**EXERCISE INSTRUCTIONS**
Restate each of the lines below word for word and drop every picture.

━━━━━ RECORDS FOR THIS EXERCISE ━━━━━

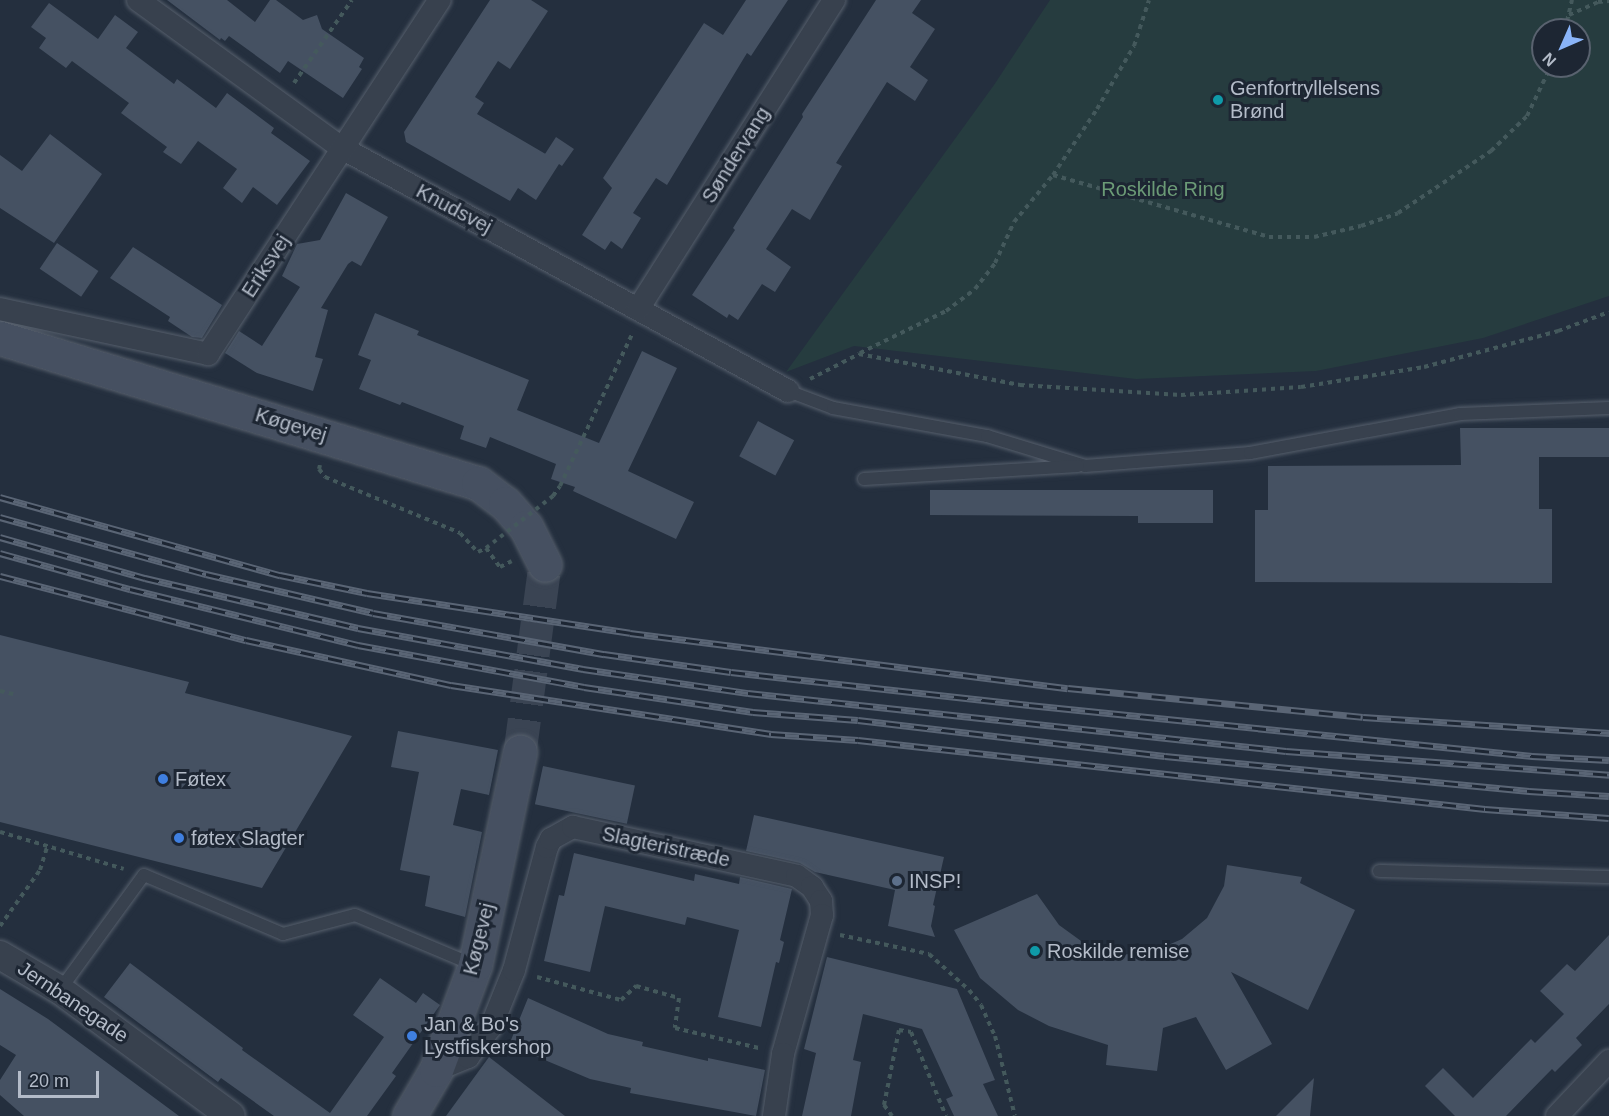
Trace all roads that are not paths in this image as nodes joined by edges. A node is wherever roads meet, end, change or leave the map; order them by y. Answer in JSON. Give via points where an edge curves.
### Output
{"nodes":[{"id":1,"x":138,"y":0,"type":"edge"},
{"id":2,"x":440,"y":0,"type":"edge"},
{"id":3,"x":834,"y":0,"type":"edge"},
{"id":4,"x":342,"y":148,"type":"junction"},
{"id":5,"x":0,"y":309,"type":"edge"},
{"id":6,"x":638,"y":309,"type":"junction"},
{"id":7,"x":0,"y":338,"type":"edge"},
{"id":8,"x":788,"y":391,"type":"joint"},
{"id":9,"x":1609,"y":408,"type":"edge"},
{"id":10,"x":1085,"y":466,"type":"junction"},
{"id":11,"x":864,"y":479,"type":"dead end"},
{"id":12,"x":545,"y":565,"type":"tunnel mouth"},
{"id":13,"x":520,"y":752,"type":"tunnel mouth"},
{"id":14,"x":1379,"y":871,"type":"dead end"},
{"id":15,"x":1609,"y":877,"type":"edge"},
{"id":16,"x":0,"y":955,"type":"edge"},
{"id":17,"x":475,"y":965,"type":"junction"},
{"id":18,"x":60,"y":990,"type":"junction"},
{"id":19,"x":1609,"y":1061,"type":"edge"},
{"id":20,"x":436,"y":1070,"type":"junction"},
{"id":21,"x":231,"y":1116,"type":"edge"},
{"id":22,"x":409,"y":1116,"type":"edge"},
{"id":23,"x":774,"y":1116,"type":"edge"},
{"id":24,"x":1557,"y":1116,"type":"edge"}],
"edges":[{"from":1,"to":4,"type":"street","name":"Knudsvej"},
{"from":2,"to":4,"type":"street","name":"Eriksvej"},
{"from":3,"to":6,"type":"street","name":"Søndervang"},
{"from":4,"to":5,"type":"street","name":"Eriksvej","via":[[208,354]]},
{"from":4,"to":6,"type":"street","name":"Knudsvej"},
{"from":6,"to":8,"type":"street","name":"Knudsvej"},
{"from":7,"to":12,"type":"main road","name":"Køgevej","via":[[478,483],[505,502],[526,527]]},
{"from":8,"to":10,"type":"lane","via":[[833,408],[987,436]]},
{"from":9,"to":10,"type":"lane","via":[[1460,414],[1250,453]]},
{"from":10,"to":11,"type":"lane"},
{"from":13,"to":17,"type":"main road","name":"Køgevej"},
{"from":14,"to":15,"type":"lane"},
{"from":16,"to":18,"type":"street","name":"Jernbanegade"},
{"from":17,"to":18,"type":"lane","via":[[355,915],[283,934],[144,875]]},
{"from":17,"to":20,"type":"main road","name":"Køgevej"},
{"from":18,"to":21,"type":"street","name":"Jernbanegade"},
{"from":19,"to":24,"type":"street"},
{"from":20,"to":22,"type":"main road","name":"Køgevej"},
{"from":20,"to":23,"type":"street","name":"Slagteristræde","via":[[468,1057],[491,1027],[514,970],[547,847],[551,839],[573,827],[797,876],[812,887],[822,915],[783,1054]]}]}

━━━━━

**EXERCISE ANSWER**
Trace all roads that are not paths in this image as nodes joined by edges. A node is wherever roads meet, end, change or leave the map; order them by y. Answer in JSON. Give via points where an edge curves.
### Output
{"nodes":[{"id":1,"x":138,"y":0,"type":"edge"},
{"id":2,"x":440,"y":0,"type":"edge"},
{"id":3,"x":834,"y":0,"type":"edge"},
{"id":4,"x":342,"y":148,"type":"junction"},
{"id":5,"x":0,"y":309,"type":"edge"},
{"id":6,"x":638,"y":309,"type":"junction"},
{"id":7,"x":0,"y":338,"type":"edge"},
{"id":8,"x":788,"y":391,"type":"joint"},
{"id":9,"x":1609,"y":408,"type":"edge"},
{"id":10,"x":1085,"y":466,"type":"junction"},
{"id":11,"x":864,"y":479,"type":"dead end"},
{"id":12,"x":545,"y":565,"type":"tunnel mouth"},
{"id":13,"x":520,"y":752,"type":"tunnel mouth"},
{"id":14,"x":1379,"y":871,"type":"dead end"},
{"id":15,"x":1609,"y":877,"type":"edge"},
{"id":16,"x":0,"y":955,"type":"edge"},
{"id":17,"x":475,"y":965,"type":"junction"},
{"id":18,"x":60,"y":990,"type":"junction"},
{"id":19,"x":1609,"y":1061,"type":"edge"},
{"id":20,"x":436,"y":1070,"type":"junction"},
{"id":21,"x":231,"y":1116,"type":"edge"},
{"id":22,"x":409,"y":1116,"type":"edge"},
{"id":23,"x":774,"y":1116,"type":"edge"},
{"id":24,"x":1557,"y":1116,"type":"edge"}],
"edges":[{"from":1,"to":4,"type":"street","name":"Knudsvej"},
{"from":2,"to":4,"type":"street","name":"Eriksvej"},
{"from":3,"to":6,"type":"street","name":"Søndervang"},
{"from":4,"to":5,"type":"street","name":"Eriksvej","via":[[208,354]]},
{"from":4,"to":6,"type":"street","name":"Knudsvej"},
{"from":6,"to":8,"type":"street","name":"Knudsvej"},
{"from":7,"to":12,"type":"main road","name":"Køgevej","via":[[478,483],[505,502],[526,527]]},
{"from":8,"to":10,"type":"lane","via":[[833,408],[987,436]]},
{"from":9,"to":10,"type":"lane","via":[[1460,414],[1250,453]]},
{"from":10,"to":11,"type":"lane"},
{"from":13,"to":17,"type":"main road","name":"Køgevej"},
{"from":14,"to":15,"type":"lane"},
{"from":16,"to":18,"type":"street","name":"Jernbanegade"},
{"from":17,"to":18,"type":"lane","via":[[355,915],[283,934],[144,875]]},
{"from":17,"to":20,"type":"main road","name":"Køgevej"},
{"from":18,"to":21,"type":"street","name":"Jernbanegade"},
{"from":19,"to":24,"type":"street"},
{"from":20,"to":22,"type":"main road","name":"Køgevej"},
{"from":20,"to":23,"type":"street","name":"Slagteristræde","via":[[468,1057],[491,1027],[514,970],[547,847],[551,839],[573,827],[797,876],[812,887],[822,915],[783,1054]]}]}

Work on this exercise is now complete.